VLSI Implementation of Image Denoising Algorithm using Dual Tree Complex Wavelet Transform

S. K. Umar Faruk  
PhD Scholar  
JNTU Anantapuramu

K. V. Ramanaiah, PhD  
Assoc Prof & Head,  
Dept of ECE,  
Y. S. R. College of Y.V.U  
Prodduturu, A.P. India

K. Soundararajan, PhD  
Prof & Dean,  
Dept of ECE,  
TKR Engineering College  
Hyderabad, T.S

ABSTRACT

Digital images are often contaminated by noise, which degrades their visual and information quality sternly. Images can be corrupted at any stage of its acquisition and transmission through the medium. Image denoising is an essential process intended to eliminate the noise from naturally corrupted images. Wavelets were proved to be an excellent solution to denoising problems due to its remarkable capability in parallel time-frequency analysis. The wavelet transforms are based on shrinking the wavelet coefficients. Though, the Discrete Wavelet Transform (DWT) is an efficient tool, it suffers with specific limitations which reduced its use in many applications. Kingsbury introduced a redundant complex wavelet transform to avoid the limitations in standard DWT. Addressing this case various algorithms were emerged as a result of the vast research in this domain. However, in that work, the de-noising scheme was only realized in software manner. This work focuses on the hardware realization of a real-time wavelet de-noising procedure. The proposed de-noising method mainly consists of three modules: a DTCWT, a thresholding, and inverse DTCWT modular circuits. Two stage 2D-DTCWT based image denoising has been performed using soft thresholding method and then the hardware software co-simulation design has been synthesized in Xilinx ISE 14.5 and implemented on vertex 5 FPGA kit which operates at a frequency of 207.711MHz.

General Terms

Image Degradation, Image Noises, Image Denoising, Thresholding and Hardware Implementation et. al.

Keywords

DTCWT, Denoising, Soft-thresholding, PSNR, and FPGA

1. INTRODUCTION

Image Denoising has remained an essential problem in the field of image processing. In fact, there exist a number of various types of techniques for noise reduction. Among these techniques, the wavelet based de-noising method has been considered as one of the most efficient techniques [1]. Since decades ago, wavelet-based techniques have been extensively used in digital signal processing [2][3]. In short, wavelet transforms represent the temporal features of a signal by its spectral components in frequency domain. The theory of wavelet transforms states that signals to be analyzed can be decomposed into a different scales with different time and frequency resolutions using multi-resolution analysis algorithm [3][4]. The Discrete Wavelet Transforms (DWT) which implements simultaneous high pass and low pass filtering construction has proven to be the superior in the progressive signal analysis both in spectral and spatial domains and provided simultaneous time-frequency regularization. In spite of its simultaneous time-frequency analysis, it suffers from three major drawbacks: poor directionality, shift-invariance and loss of phase information. To overcome these limitations two quadrature distinct real DWTs are appropriately integrated to form Dual Tree Complex Wavelet Transform (DTCWT). The conventional discrete wavelet transform (DWT) only exhibits shift invariance when implemented in its un-decimated form, which is computationally inefficient, particularly in multiple dimensions. The directional selectivity of the DWT is poor because its separable filters cannot discern between edge characteristics on opposing diagonals. DTCWT has the advantage of approximate shift invariance, good directional selectivity in two dimension and perfect reconstruction over the conventional discrete wavelet transform [5].

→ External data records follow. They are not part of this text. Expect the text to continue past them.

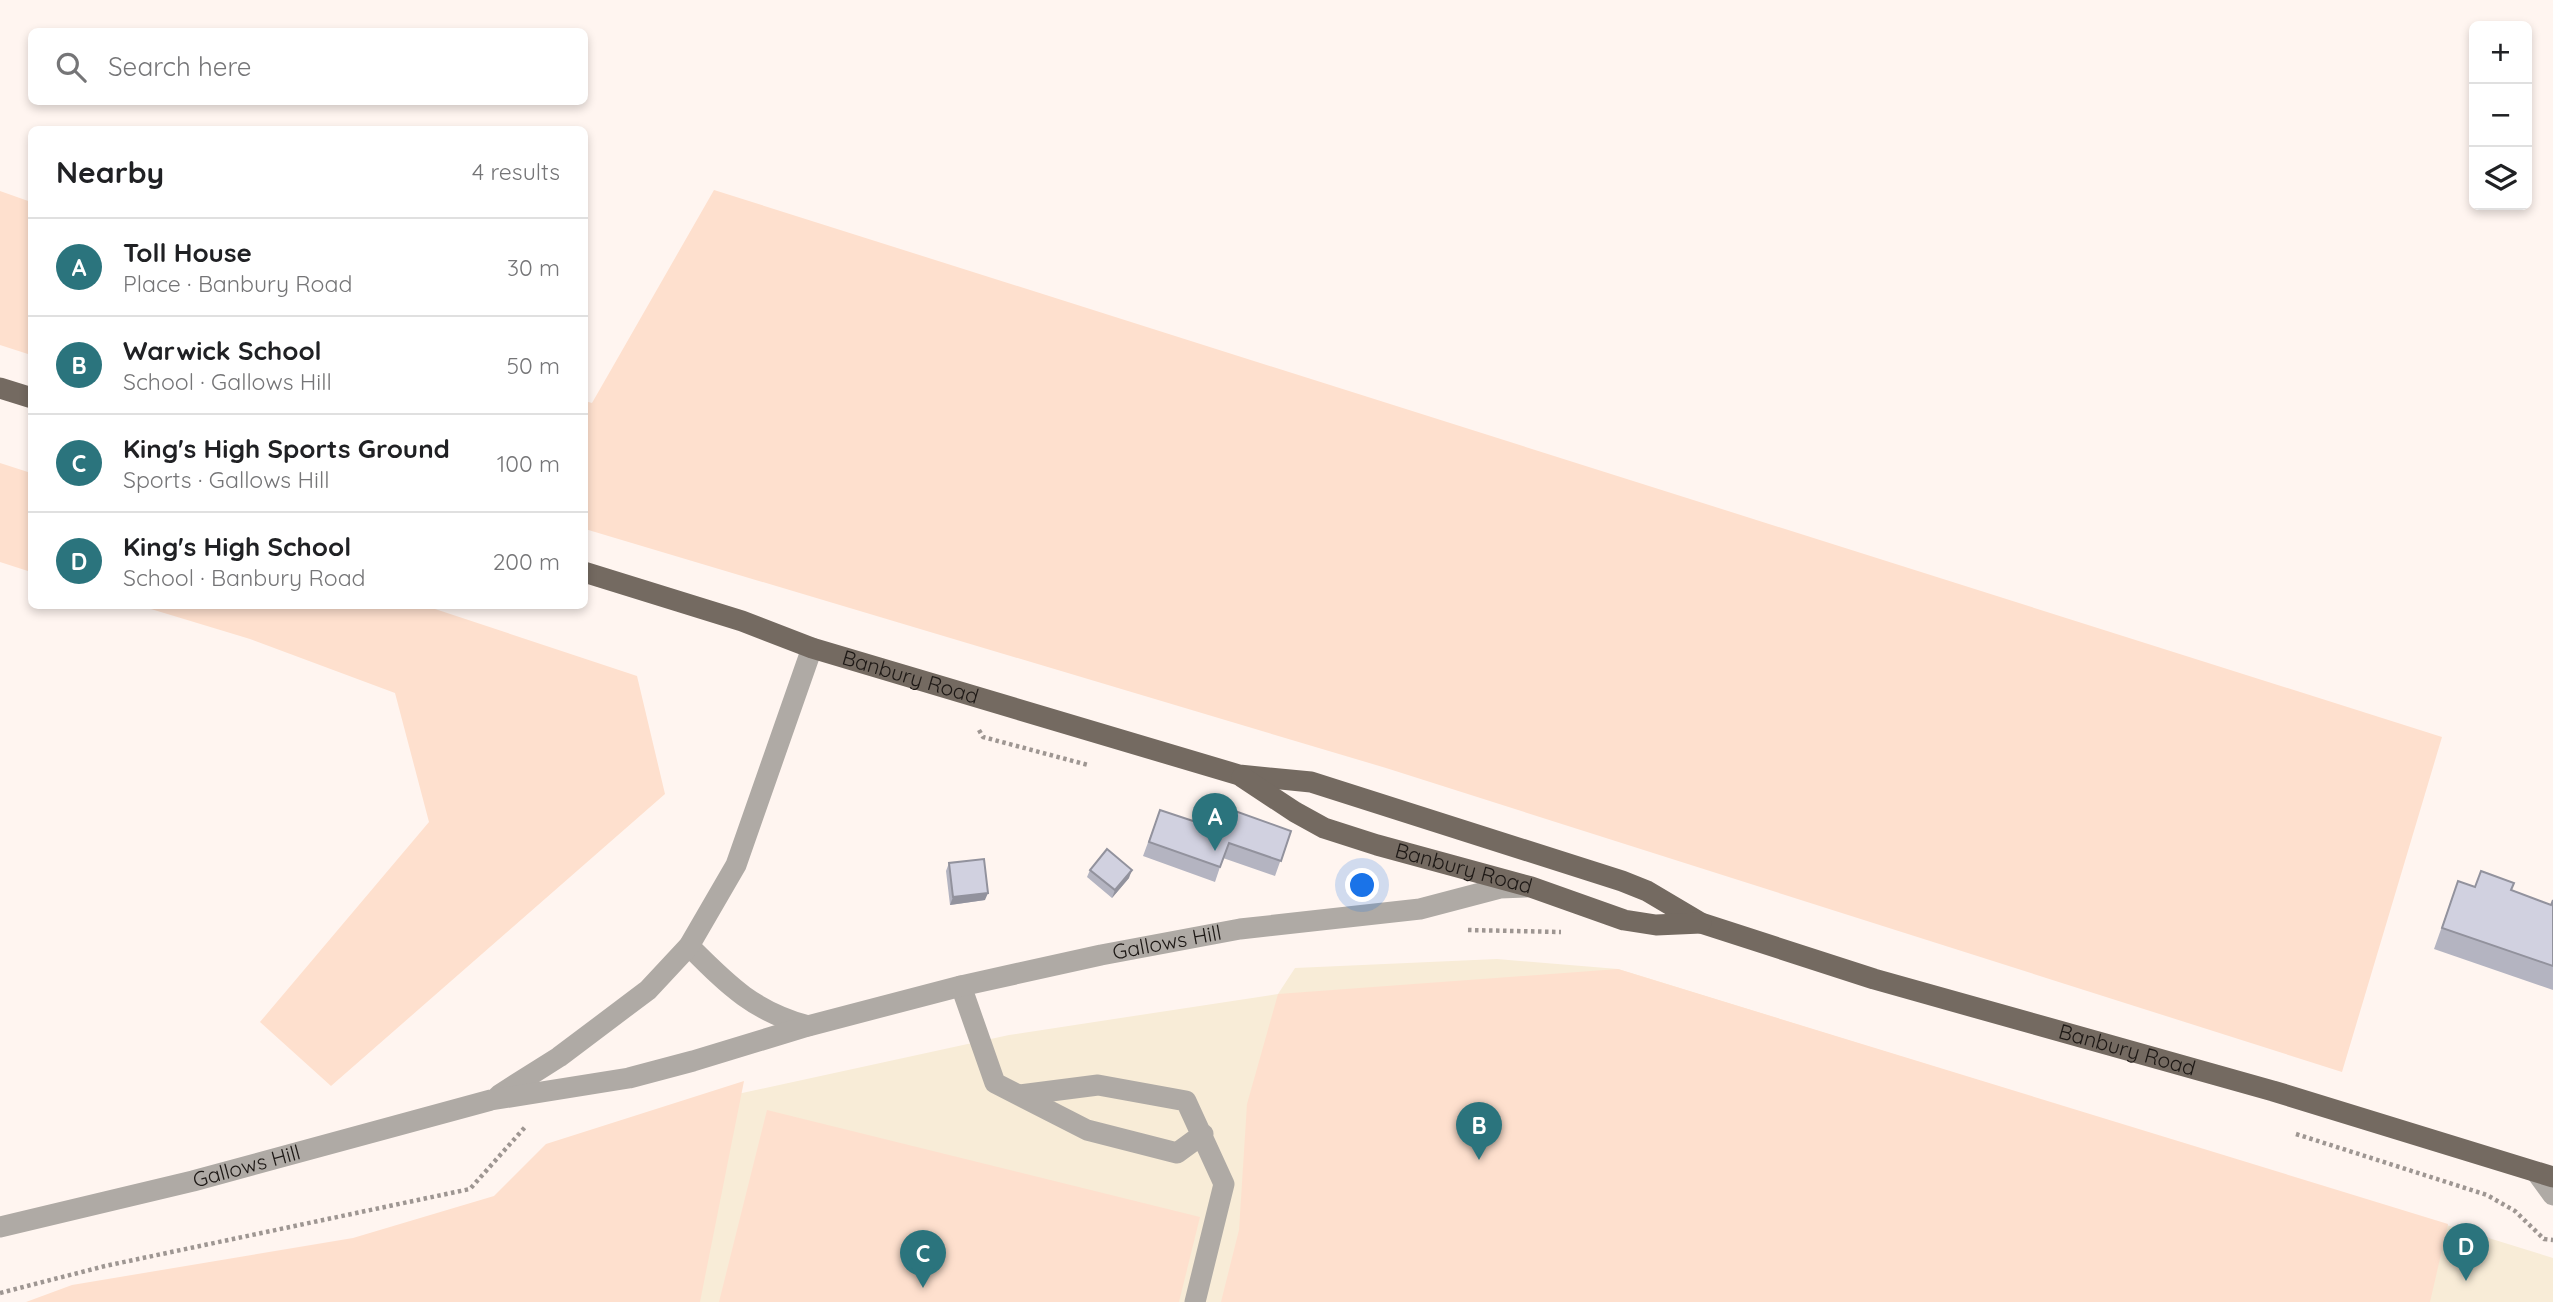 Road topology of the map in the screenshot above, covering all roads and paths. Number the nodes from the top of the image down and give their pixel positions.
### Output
1 (0, 388) edge
2 (28, 397) edge
3 (588, 573) edge
4 (811, 648) junction
5 (983, 737) dead end
6 (1098, 768) dead end
7 (1239, 775) junction
8 (1531, 887) junction
9 (1701, 923) junction
10 (1459, 930) dead end
11 (1565, 932) dead end
12 (689, 946) junction
13 (961, 986) junction
14 (808, 1026) junction
15 (1020, 1095) junction
16 (491, 1100) junction
17 (539, 1123) dead end
18 (2288, 1131) dead end
19 (1203, 1134) junction
20 (2545, 1175) edge
21 (2553, 1195) edge
22 (0, 1227) edge
23 (2553, 1240) edge
24 (0, 1293) edge
25 (1195, 1302) edge

1 - 2 main road
3 - 4 main road, Banbury Road
4 - 7 main road, Banbury Road
4 - 12 street, Gallows Hill
5 - 6 path
7 - 8 main road, Banbury Road
7 - 9 main road, Banbury Road
8 - 9 main road, Banbury Road
8 - 13 street, Gallows Hill
9 - 20 main road, Banbury Road
10 - 11 path
12 - 14 street
12 - 16 street, Gallows Hill
13 - 14 street, Gallows Hill
13 - 15 street
14 - 16 street, Gallows Hill
15 - 19 street
15 - 19 street
16 - 22 street, Gallows Hill
17 - 24 path
18 - 23 path
19 - 25 street
20 - 21 street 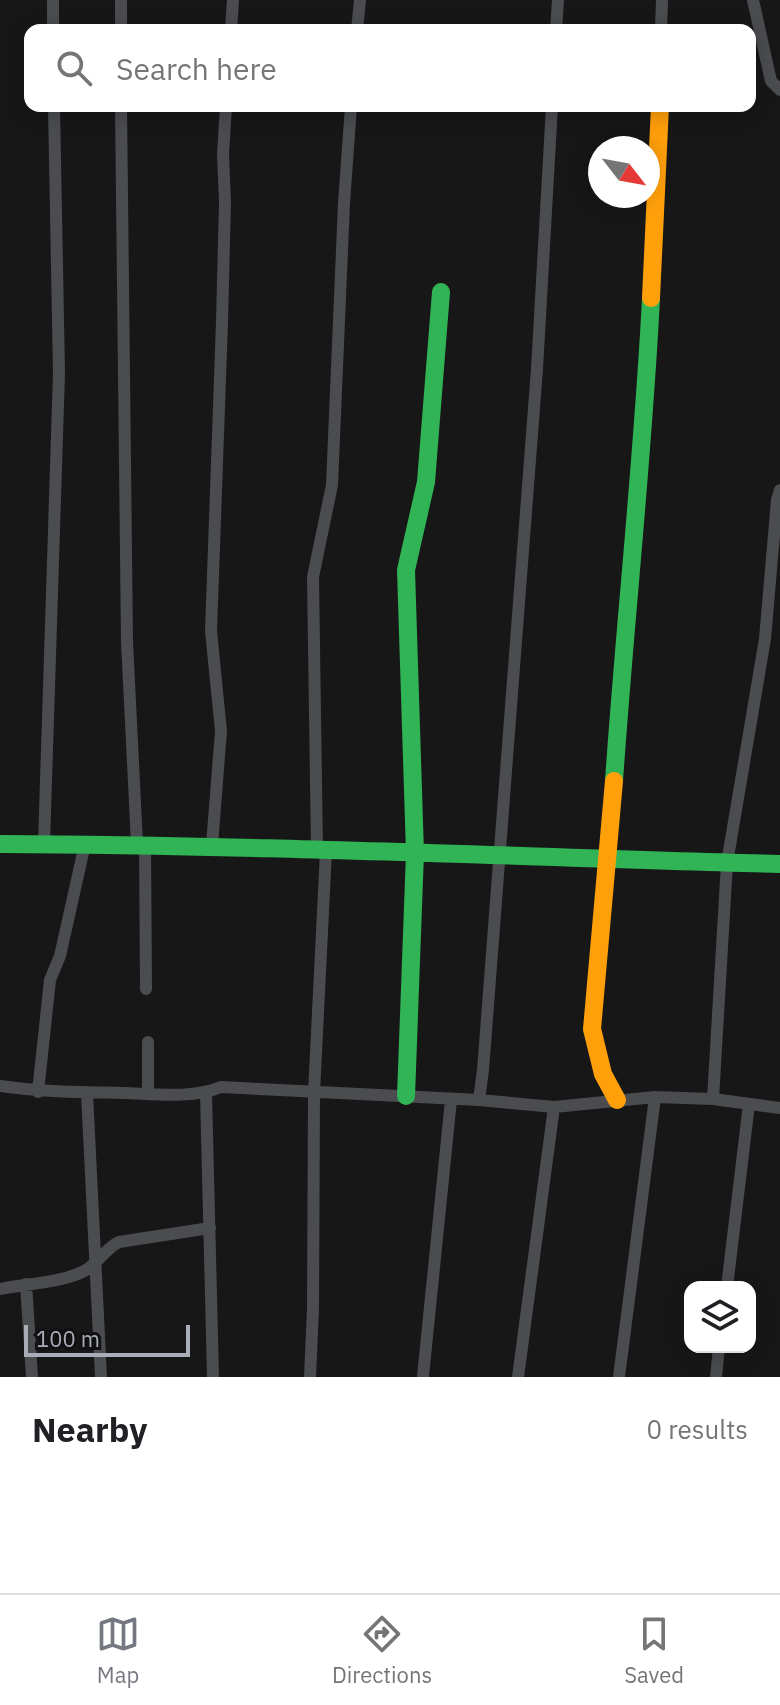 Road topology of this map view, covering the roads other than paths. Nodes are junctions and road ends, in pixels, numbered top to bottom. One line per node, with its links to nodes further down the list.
1 (53, 0): 8 (street)
2 (121, 0): 9 (street)
3 (233, 0): 10 (street)
4 (360, 0): 11 (street)
5 (558, 0): 12 (street)
6 (662, 0): 13 (street)
7 (753, 0): 14 (street)
8 (53, 24)
9 (121, 24)
10 (231, 24)
11 (358, 24)
12 (556, 24)
13 (661, 24)
14 (780, 90)
15 (54, 112): 24 (street)
16 (121, 112): 26 (street)
17 (226, 112): 27 (street)
18 (351, 112): 28 (street)
19 (552, 112): 30 (street)
20 (660, 112): 31 (street)
21 (441, 292): 29 (street)
22 (780, 490): 32 (street)
23 (0, 844): 24 (street)
24 (44, 844): 25 (street)
25 (85, 844): 26 (street); 37 (street)
26 (141, 844): 27 (street); 34 (street)
27 (212, 845): 28 (street)
28 (322, 850): 29 (street); 40 (street)
29 (415, 853): 30 (street); 42 (street)
30 (500, 856): 31 (street); 46 (street)
31 (609, 859): 32 (street); 47 (street)
32 (727, 863): 33 (street); 44 (street)
33 (780, 864)
34 (146, 989)
35 (148, 1042): 41 (street)
36 (0, 1086): 37 (street)
37 (38, 1092): 38 (street)
38 (87, 1093): 41 (street); 52 (street)
39 (206, 1093): 40 (street); 41 (street); 51 (street)
40 (314, 1093): 42 (street); 61 (street)
41 (148, 1094)
42 (406, 1096): 45 (street)
43 (655, 1097): 44 (street); 47 (street); 63 (street)
44 (713, 1099): 48 (street)
45 (451, 1100): 46 (street); 57 (street)
46 (479, 1100): 49 (street)
47 (617, 1100): 49 (street)
48 (749, 1104): 50 (street); 53 (street)
49 (554, 1107): 62 (street)
50 (780, 1108)
51 (210, 1228): 52 (street); 60 (street)
52 (97, 1263): 54 (street); 59 (street)
53 (728, 1281)
54 (26, 1284): 55 (street); 58 (street)
55 (0, 1289)
56 (718, 1353): 64 (street)
57 (423, 1376)
58 (32, 1377)
59 (101, 1377)
60 (213, 1377)
61 (310, 1377)
62 (518, 1377)
63 (619, 1377)
64 (716, 1377)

In general Data acquired by image sensors are degraded by noise. Improper instruments, problems with the data acquisition process, and interfering natural phenomena can all degrade the data of interest. Moreover, noise can be introduced by compression and transmission errors. Thus, denoising is often an essential step to be taken before the image data is analyzed. Hence, to enhance these images, the unwanted noise needs to be removed. In image processing, noise removal is performed through the usage of filtering-based denoising methods. However, the filtering techniques lead in some cases to severe effects when applied indiscriminately to an image. In fact, if it is not the entire image that is blurred, some of its significant features (e.g. edges) are. A simple solution to overcome this problem has been build up by Donoho and Johnstone [6]. Their procedure comprises of utilizing the DWT followed by a thresholding operation. This method exploits the energy compaction ability of the wavelet transform to separate the image from the added noise. [7].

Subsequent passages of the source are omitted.